Toasted almond vs HIGH PROTEIN PROTEIN BAR
Wondering which one to pick? We analyzed the nutritional profile, ingredients, and vegan status to help you decide.

Toasted almond

HIGH PROTEIN PROTEIN BAR
The Verdict: Which is Better?
When placing Toasted almond and HIGH PROTEIN PROTEIN BAR side-by-side, the nutritional differences become quite clear. Both products cater to specific dietary needs, but picking the right one depends on whether you are prioritizing weight loss, muscle gain, or clean eating.
Toasted almond is the more energy-dense option here, packing 154 more calories per 100g than HIGH PROTEIN PROTEIN BAR. If you are looking for sustained energy or fueling a workout, this higher caloric density might be an advantage.
In terms of sugar control, Toasted almond takes the lead with only 2.439g of sugar per 100g, whereas HIGH PROTEIN PROTEIN BAR contains 18.3g. Lower sugar content is often linked to better metabolic health.

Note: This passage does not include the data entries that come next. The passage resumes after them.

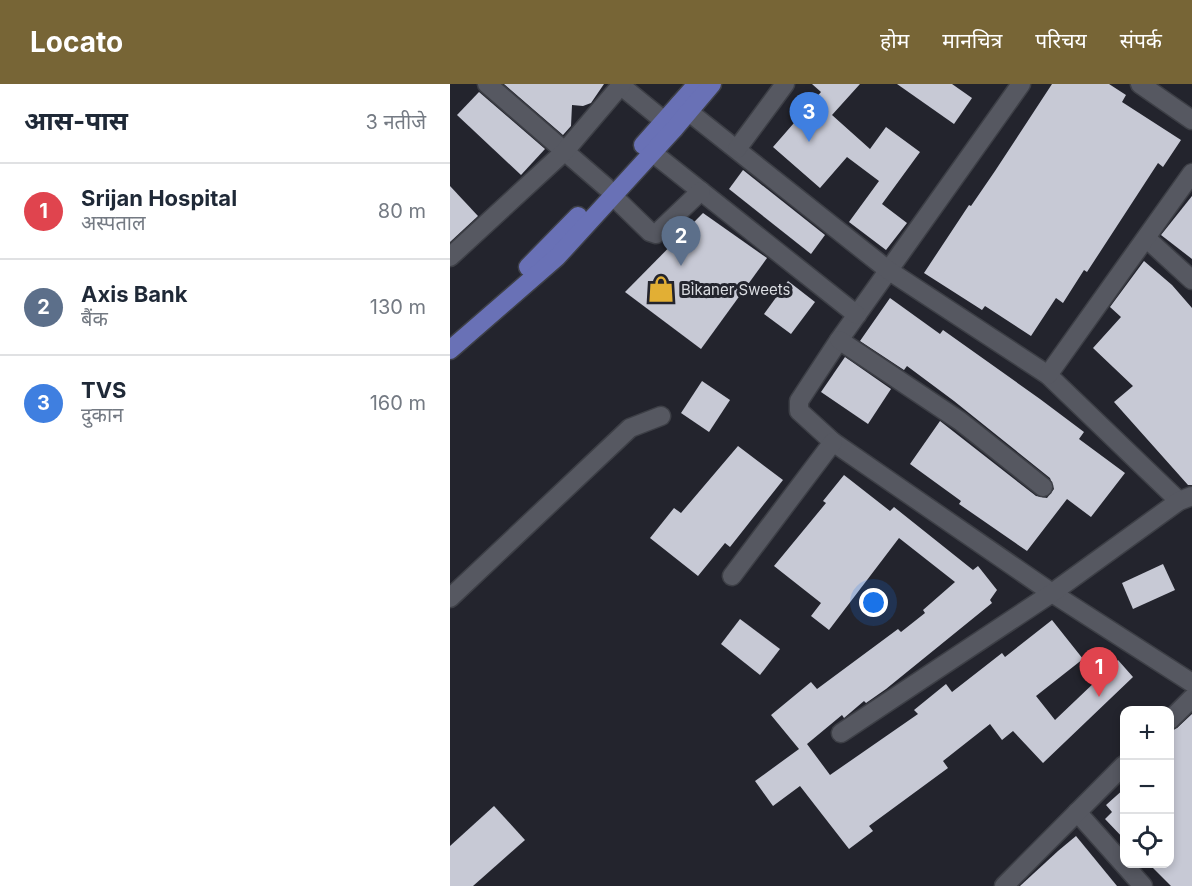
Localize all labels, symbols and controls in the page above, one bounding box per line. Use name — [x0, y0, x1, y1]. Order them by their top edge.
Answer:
text: Locato — [30, 25, 123, 59]
text: होम — [880, 28, 909, 53]
text: मानचित्र — [942, 28, 1002, 53]
text: परिचय — [1035, 28, 1087, 53]
text: संपर्क — [1120, 28, 1162, 53]
pin: 3 — [790, 92, 828, 142]
text: आस-पास — [24, 105, 128, 136]
text: 3 नतीजे — [366, 110, 426, 134]
text: Srijan Hospital — [81, 185, 237, 211]
text: 1 — [39, 199, 48, 223]
text: 80 m — [378, 199, 426, 223]
text: अस्पताल — [81, 211, 146, 235]
pin: 2 — [662, 216, 700, 266]
shop icon: Bikaner Sweets — [646, 274, 676, 304]
place label: Bikaner Sweets — [681, 280, 790, 299]
text: Axis Bank — [81, 281, 187, 307]
text: 2 — [37, 295, 50, 319]
text: 130 m — [370, 295, 426, 319]
text: बैंक — [81, 307, 108, 331]
text: TVS — [81, 377, 127, 403]
text: 3 — [37, 391, 50, 415]
text: 160 m — [370, 391, 426, 415]
text: दुकान — [81, 403, 123, 427]
your location — [859, 588, 888, 617]
pin: 1 — [1080, 648, 1118, 697]
map controls — [1120, 706, 1174, 868]
button: + — [1120, 706, 1174, 760]
button: − — [1120, 760, 1174, 814]
button: locate — [1120, 814, 1174, 868]

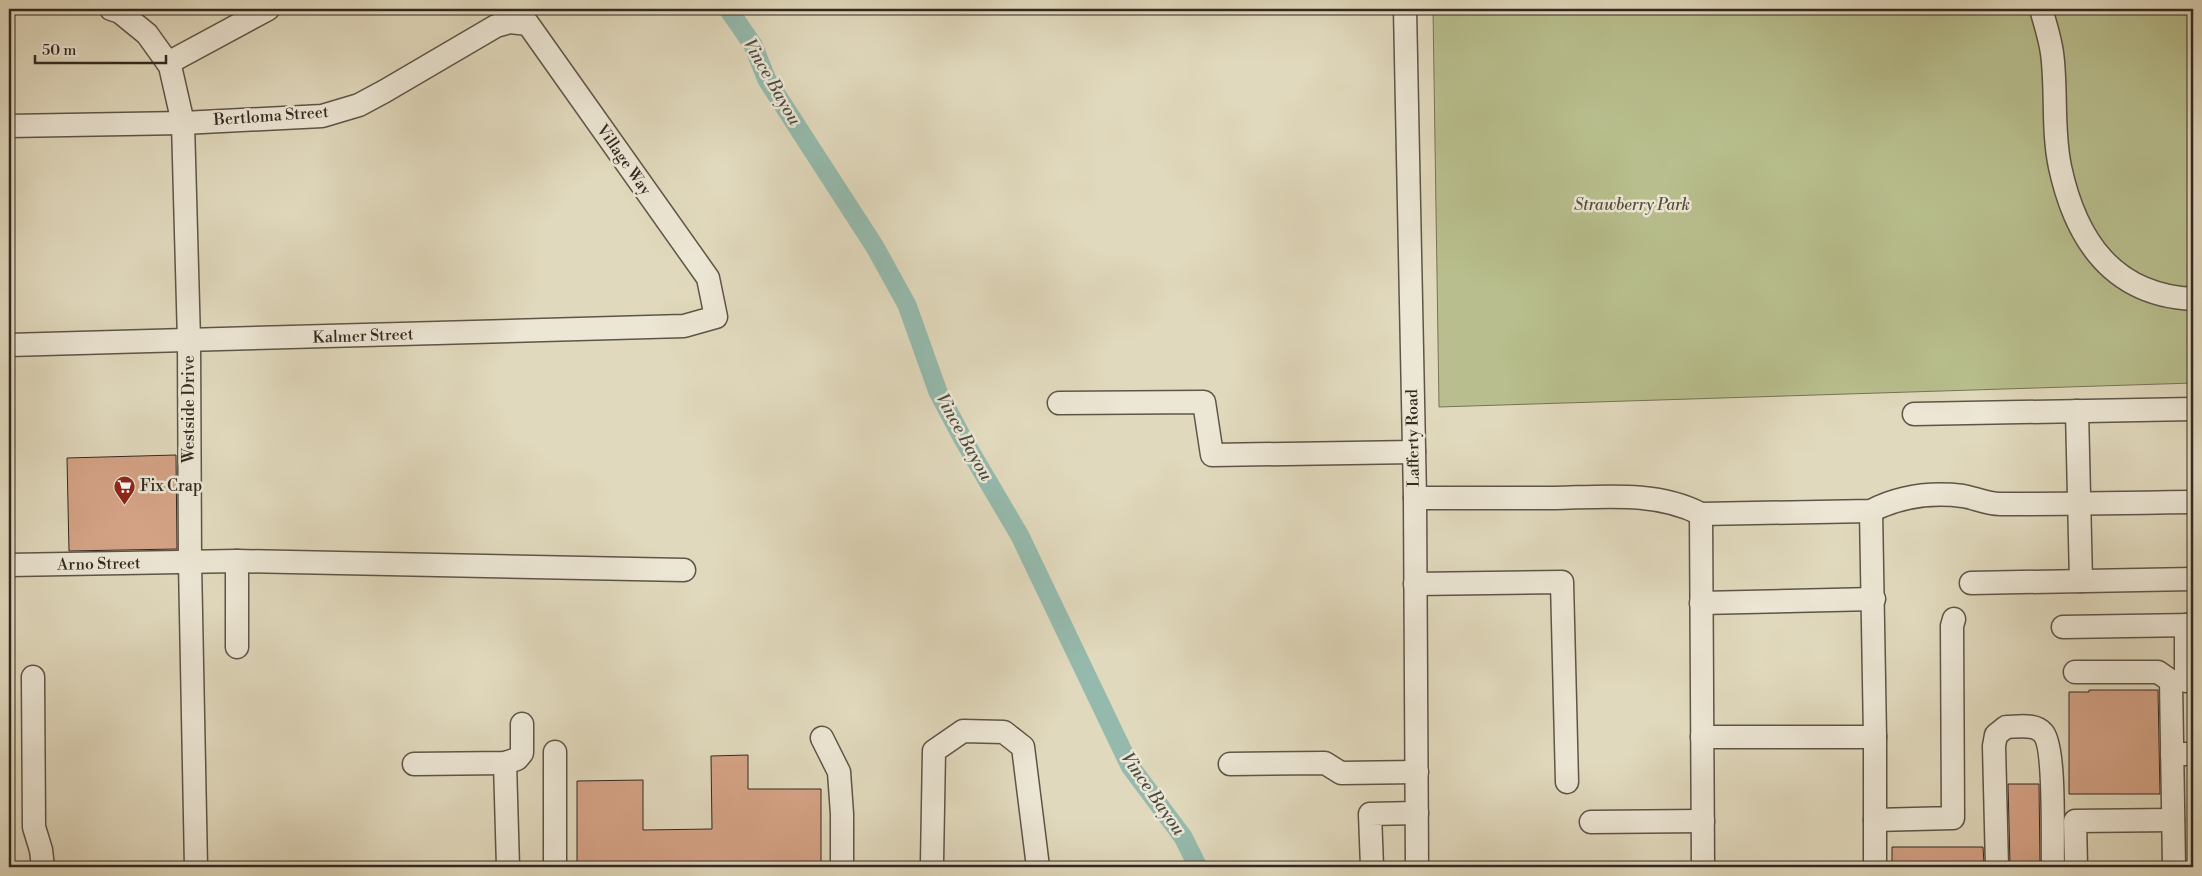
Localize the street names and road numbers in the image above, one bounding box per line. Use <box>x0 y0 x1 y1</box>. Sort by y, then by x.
street label: Bertloma Street <box>212 102 329 130</box>
street label: Village Way <box>592 120 656 200</box>
street label: Kalmer Street <box>312 324 414 348</box>
street label: Westside Drive <box>179 355 199 464</box>
street label: Lafferty Road <box>1402 389 1424 487</box>
street label: Arno Street <box>56 553 141 575</box>

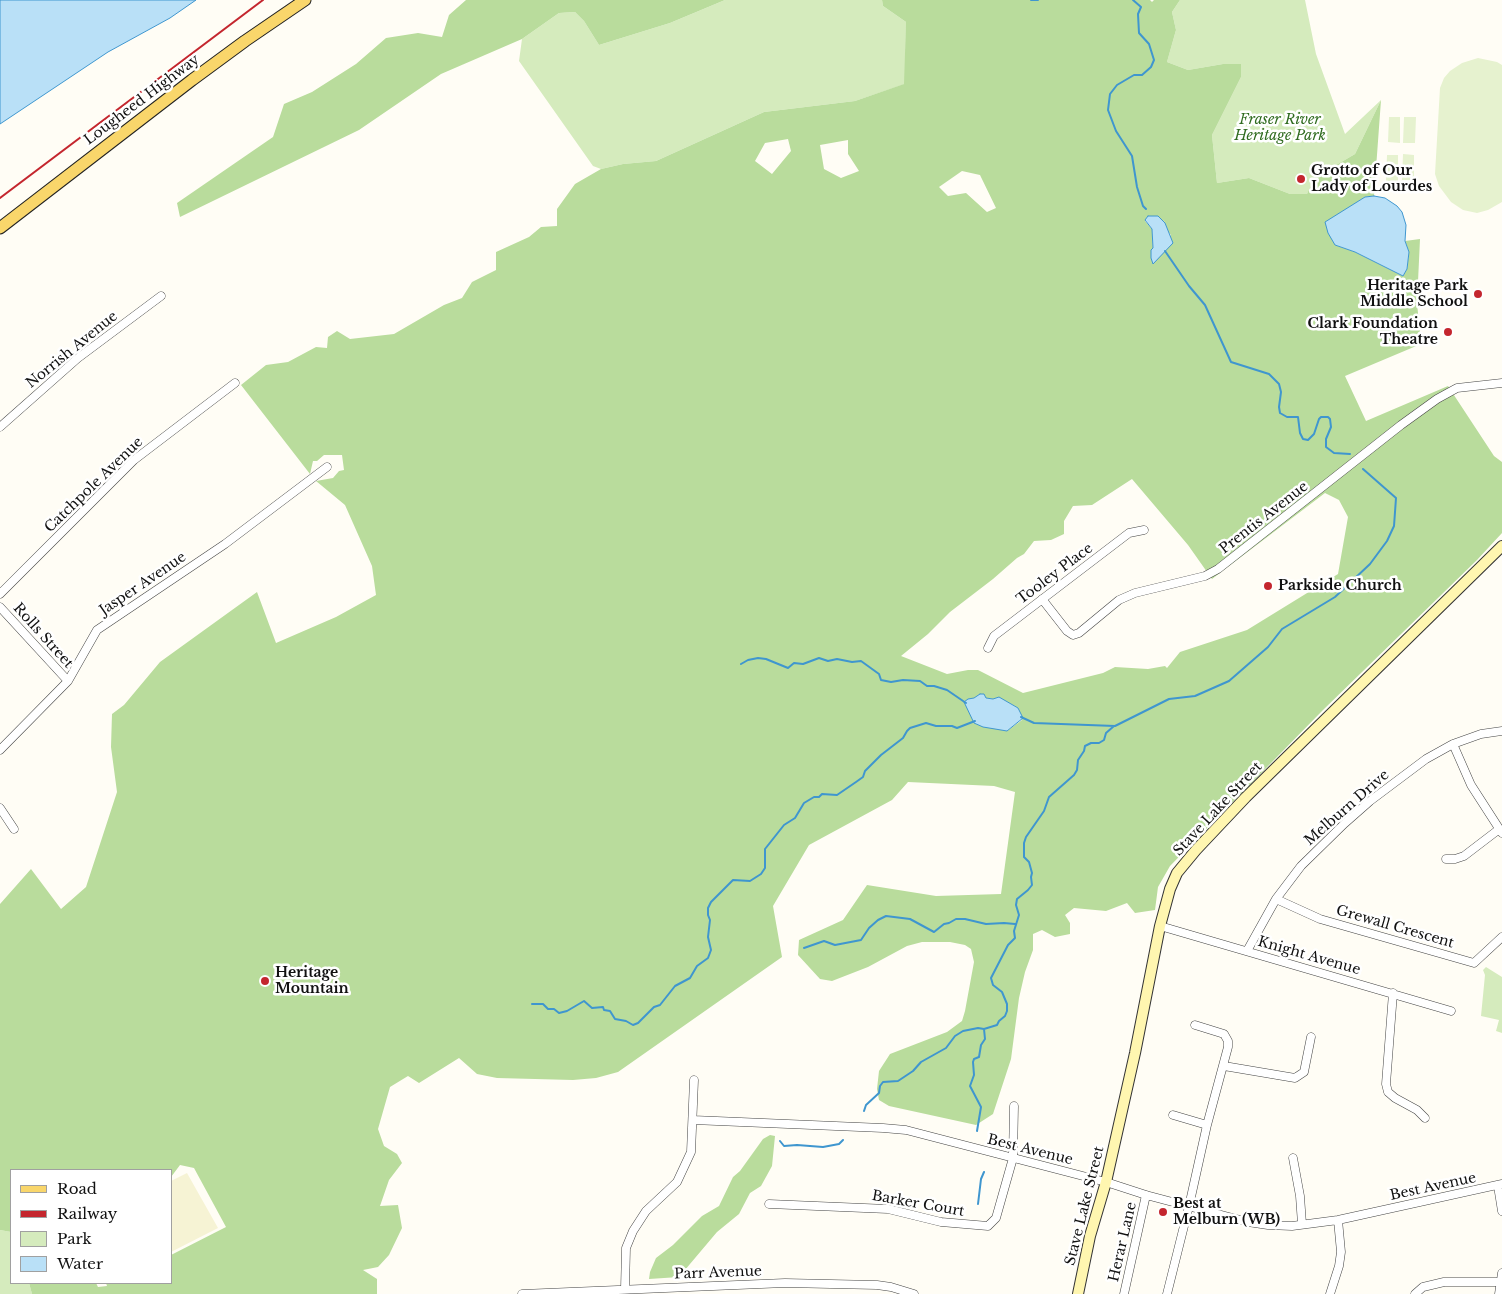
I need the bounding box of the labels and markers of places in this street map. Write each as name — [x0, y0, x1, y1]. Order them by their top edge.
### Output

Frequently Asked Questions
Which is healthier: Toasted almond or HIGH PROTEIN PROTEIN BAR?
It depends on your goals. Toasted almond has 536.5854 calories, while HIGH PROTEIN PROTEIN BAR has 383 calories. Check the detailed table above for sugar and fat content.
Is Toasted almond vegan?
No, Toasted almond is not certified vegan.
What is the calorie difference between Toasted almond and HIGH PROTEIN PROTEIN BAR?
There is a difference of 154 calories per 100g between the two products.